20/20 Vision on housing
By DOUGLAS BURNS
Greene County’s Vision 2020 Project Team has from the outset identified housing as its No. 1 priority.
Ken Paxton, the executive director of the Greene County Development Corporation, notes that 32 percent of the people who work in Greene County live outside of it — and 70 percent of those people would love to make an address change closer to their workplaces, right here in Greene County.

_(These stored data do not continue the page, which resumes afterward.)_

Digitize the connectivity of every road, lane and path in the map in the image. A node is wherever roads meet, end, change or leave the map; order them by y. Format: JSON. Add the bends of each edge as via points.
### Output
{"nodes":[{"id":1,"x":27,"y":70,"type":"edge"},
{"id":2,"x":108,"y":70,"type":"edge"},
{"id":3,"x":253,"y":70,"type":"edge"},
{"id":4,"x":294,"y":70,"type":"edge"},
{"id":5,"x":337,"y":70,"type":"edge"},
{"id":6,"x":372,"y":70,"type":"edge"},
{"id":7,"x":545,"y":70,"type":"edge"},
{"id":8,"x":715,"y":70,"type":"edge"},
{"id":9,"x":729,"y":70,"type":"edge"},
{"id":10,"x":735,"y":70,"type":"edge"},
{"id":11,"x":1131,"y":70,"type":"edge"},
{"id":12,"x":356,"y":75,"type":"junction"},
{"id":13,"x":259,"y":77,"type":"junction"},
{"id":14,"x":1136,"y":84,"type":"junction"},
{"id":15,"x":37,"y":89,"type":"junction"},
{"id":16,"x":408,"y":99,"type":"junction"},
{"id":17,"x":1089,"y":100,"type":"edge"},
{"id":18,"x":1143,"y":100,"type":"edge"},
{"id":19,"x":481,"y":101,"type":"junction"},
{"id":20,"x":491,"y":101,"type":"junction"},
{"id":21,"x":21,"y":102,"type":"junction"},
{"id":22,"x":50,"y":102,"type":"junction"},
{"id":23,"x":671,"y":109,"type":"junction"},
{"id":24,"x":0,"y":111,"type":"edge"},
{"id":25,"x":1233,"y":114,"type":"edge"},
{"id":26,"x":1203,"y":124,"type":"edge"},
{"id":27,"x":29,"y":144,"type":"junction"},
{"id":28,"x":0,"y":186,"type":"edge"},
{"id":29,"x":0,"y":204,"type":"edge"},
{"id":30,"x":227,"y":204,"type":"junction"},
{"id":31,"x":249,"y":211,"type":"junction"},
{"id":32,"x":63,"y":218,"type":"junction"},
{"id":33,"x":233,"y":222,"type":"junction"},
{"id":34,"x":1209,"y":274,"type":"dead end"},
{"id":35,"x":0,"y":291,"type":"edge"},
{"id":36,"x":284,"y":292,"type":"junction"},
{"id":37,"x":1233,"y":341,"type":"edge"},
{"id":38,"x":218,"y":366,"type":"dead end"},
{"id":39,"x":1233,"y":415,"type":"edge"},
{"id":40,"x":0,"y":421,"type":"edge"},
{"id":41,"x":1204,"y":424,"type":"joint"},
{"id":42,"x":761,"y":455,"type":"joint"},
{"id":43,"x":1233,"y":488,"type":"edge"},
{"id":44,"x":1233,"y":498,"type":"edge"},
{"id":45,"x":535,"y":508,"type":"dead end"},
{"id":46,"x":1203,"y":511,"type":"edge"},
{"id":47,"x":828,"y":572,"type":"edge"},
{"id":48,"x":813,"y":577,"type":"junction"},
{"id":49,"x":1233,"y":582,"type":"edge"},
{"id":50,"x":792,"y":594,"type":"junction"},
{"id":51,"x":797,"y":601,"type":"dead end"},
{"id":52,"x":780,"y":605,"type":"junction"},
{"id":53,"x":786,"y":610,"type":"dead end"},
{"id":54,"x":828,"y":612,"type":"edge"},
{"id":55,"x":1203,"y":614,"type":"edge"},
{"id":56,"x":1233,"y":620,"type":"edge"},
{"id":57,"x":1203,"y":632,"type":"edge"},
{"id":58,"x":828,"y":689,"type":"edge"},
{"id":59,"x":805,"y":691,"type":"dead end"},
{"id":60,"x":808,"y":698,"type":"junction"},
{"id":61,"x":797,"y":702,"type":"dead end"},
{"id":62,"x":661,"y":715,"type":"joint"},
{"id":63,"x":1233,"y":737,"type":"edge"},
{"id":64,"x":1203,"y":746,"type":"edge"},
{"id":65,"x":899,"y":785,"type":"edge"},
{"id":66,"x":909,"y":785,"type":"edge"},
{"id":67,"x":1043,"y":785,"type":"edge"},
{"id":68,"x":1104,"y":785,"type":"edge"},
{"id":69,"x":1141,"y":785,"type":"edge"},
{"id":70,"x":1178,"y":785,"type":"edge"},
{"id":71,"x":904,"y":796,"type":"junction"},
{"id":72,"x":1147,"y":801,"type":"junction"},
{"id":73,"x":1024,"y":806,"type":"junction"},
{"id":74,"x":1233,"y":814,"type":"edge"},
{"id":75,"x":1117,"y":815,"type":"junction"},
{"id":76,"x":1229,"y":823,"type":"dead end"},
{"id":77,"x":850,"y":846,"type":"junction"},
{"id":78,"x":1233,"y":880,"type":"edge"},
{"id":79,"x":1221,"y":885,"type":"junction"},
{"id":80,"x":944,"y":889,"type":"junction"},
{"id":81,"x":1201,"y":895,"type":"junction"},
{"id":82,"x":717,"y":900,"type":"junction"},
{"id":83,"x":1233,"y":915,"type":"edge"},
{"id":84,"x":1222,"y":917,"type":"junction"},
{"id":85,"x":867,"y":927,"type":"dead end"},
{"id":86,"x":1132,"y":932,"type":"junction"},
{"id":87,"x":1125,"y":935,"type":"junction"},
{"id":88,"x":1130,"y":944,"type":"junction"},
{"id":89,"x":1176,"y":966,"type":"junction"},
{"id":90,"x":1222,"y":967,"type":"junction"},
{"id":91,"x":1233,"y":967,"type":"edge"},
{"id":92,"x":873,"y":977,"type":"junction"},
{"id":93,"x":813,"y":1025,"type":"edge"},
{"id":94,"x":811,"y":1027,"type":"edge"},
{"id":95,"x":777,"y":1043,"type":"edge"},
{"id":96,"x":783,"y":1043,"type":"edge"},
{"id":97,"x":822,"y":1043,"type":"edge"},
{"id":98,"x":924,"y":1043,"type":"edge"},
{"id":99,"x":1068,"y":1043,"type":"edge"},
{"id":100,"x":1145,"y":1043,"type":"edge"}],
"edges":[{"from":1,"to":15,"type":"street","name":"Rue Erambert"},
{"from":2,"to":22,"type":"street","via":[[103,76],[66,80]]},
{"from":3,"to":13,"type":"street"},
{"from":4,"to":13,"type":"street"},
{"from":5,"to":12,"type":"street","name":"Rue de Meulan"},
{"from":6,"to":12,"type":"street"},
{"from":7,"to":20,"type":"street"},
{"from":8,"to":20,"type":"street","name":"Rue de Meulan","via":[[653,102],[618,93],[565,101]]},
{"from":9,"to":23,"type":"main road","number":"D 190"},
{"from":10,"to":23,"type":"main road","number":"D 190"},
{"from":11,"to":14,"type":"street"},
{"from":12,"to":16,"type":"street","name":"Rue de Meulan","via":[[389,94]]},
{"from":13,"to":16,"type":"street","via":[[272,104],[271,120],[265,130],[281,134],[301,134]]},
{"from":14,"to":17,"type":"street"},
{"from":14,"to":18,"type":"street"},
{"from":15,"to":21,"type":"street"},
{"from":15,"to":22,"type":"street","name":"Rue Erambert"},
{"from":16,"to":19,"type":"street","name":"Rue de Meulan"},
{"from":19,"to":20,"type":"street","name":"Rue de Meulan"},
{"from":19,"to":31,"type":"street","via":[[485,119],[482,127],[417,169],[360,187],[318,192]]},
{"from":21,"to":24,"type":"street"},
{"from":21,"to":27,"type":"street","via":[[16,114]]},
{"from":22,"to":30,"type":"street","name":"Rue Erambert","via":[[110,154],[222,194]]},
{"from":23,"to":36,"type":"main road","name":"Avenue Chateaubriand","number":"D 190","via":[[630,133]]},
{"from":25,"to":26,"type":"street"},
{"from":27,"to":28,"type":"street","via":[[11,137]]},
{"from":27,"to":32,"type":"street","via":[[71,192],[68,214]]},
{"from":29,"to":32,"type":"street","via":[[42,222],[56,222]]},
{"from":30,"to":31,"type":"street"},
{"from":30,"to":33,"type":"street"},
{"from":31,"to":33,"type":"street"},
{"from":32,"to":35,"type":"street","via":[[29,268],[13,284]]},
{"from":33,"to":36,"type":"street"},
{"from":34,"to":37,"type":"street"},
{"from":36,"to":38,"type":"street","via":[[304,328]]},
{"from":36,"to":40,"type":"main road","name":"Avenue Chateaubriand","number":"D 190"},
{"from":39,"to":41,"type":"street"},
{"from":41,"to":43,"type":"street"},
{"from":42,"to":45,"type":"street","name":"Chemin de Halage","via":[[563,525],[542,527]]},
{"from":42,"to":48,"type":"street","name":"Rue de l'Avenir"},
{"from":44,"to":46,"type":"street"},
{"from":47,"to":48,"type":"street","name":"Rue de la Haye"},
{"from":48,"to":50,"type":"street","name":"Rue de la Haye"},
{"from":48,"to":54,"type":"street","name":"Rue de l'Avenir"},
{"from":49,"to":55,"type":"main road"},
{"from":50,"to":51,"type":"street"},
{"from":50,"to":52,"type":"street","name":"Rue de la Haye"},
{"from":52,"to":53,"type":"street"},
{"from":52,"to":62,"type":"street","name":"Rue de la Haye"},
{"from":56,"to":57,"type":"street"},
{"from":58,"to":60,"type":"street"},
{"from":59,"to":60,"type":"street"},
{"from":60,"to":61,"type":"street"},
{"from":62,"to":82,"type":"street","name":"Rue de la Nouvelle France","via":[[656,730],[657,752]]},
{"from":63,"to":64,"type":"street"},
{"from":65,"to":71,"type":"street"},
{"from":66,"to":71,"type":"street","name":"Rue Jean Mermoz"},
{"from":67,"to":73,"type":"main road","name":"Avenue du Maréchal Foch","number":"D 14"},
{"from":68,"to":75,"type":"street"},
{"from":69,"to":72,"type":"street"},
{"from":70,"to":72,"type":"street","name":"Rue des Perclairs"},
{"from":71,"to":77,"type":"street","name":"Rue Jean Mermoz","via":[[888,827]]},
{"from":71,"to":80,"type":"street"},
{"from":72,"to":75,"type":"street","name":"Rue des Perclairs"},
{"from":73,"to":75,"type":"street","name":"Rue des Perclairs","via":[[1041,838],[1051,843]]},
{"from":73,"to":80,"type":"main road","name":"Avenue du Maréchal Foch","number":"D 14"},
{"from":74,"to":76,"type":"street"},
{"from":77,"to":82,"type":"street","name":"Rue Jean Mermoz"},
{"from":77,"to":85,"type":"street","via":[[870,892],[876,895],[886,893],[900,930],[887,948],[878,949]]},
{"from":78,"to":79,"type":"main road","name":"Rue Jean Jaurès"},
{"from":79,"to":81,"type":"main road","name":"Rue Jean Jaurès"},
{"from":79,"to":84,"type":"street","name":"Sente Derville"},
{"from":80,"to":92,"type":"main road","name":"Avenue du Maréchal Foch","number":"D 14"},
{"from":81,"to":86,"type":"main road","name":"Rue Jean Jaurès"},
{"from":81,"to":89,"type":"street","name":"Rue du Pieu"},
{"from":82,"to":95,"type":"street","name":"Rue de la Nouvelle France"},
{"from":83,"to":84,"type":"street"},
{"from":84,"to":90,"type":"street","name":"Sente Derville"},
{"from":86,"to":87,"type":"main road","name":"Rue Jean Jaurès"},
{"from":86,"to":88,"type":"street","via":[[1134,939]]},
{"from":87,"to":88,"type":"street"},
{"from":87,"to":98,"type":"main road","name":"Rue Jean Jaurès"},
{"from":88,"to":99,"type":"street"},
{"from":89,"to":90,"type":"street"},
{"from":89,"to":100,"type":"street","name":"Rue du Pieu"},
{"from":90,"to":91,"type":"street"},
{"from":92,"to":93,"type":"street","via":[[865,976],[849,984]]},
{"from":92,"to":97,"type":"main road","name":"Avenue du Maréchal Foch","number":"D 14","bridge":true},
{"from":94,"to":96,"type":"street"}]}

Vision 2020 now has some hard data to consider when making recommendations on housing. Amy Haase, a principal with RDG Planning & Design of Omaha, Nebraska, on Tuesday afternoon presented details of her firm’s analyis of housing in Jefferson and Greene County to a collection of Vision 2020 members at Jefferson’s City Hall.
Here are some the key takeaways:
1. The population of Greene County dropped from 14,379 in 1960 to 9,336 in 2010, according to the U.S. Census. In 1960, Jefferson represented 31.8 percent of Greene County’s population. In 2010, Jefferson was 46.5 percent of Greene County’s population.
“We don’t need as many farmhands as we did 50, 60 years ago,” Haase said.
2. If economic development and community leaders don’t intervene with growth strategies, and population is left to the simple math of expected births and deaths, Jefferson’s 2015 population of 4,156 would drop to 3,868 by 2030.
3. In Jefferson, about 70 percent of residences are inhabited by the owners of the property, with 30 percent serving as rentals.
4. The 2015 median household income in Jefferson stood at $44,184. The median house value was pegged at $91,700 that year. The median rent per month: $403 in 2015.
5. More than 130 jobs are now available in Greene County.
6. Between 2017 and 2030 an additional 124 housing units are needed in Jefferson — 62 owner-occupied and 62 for renters, RDG reports.
7. On an annual basis Scranton and Grand Junction should be adding two to three housing units each year, says the RDG analysis.
8. 86 percent of Jefferson’s housing is deemed fair to excellent based on RDG surveys.
9. 7 percent (or 12 units) of housing in Jefferson should be removed, RDG says.
10. Housing diversity will be key for Greene County’s future, particularly with retiree/senior options that will keep older people in the region and allow younger people to move into more affordable, mature homes.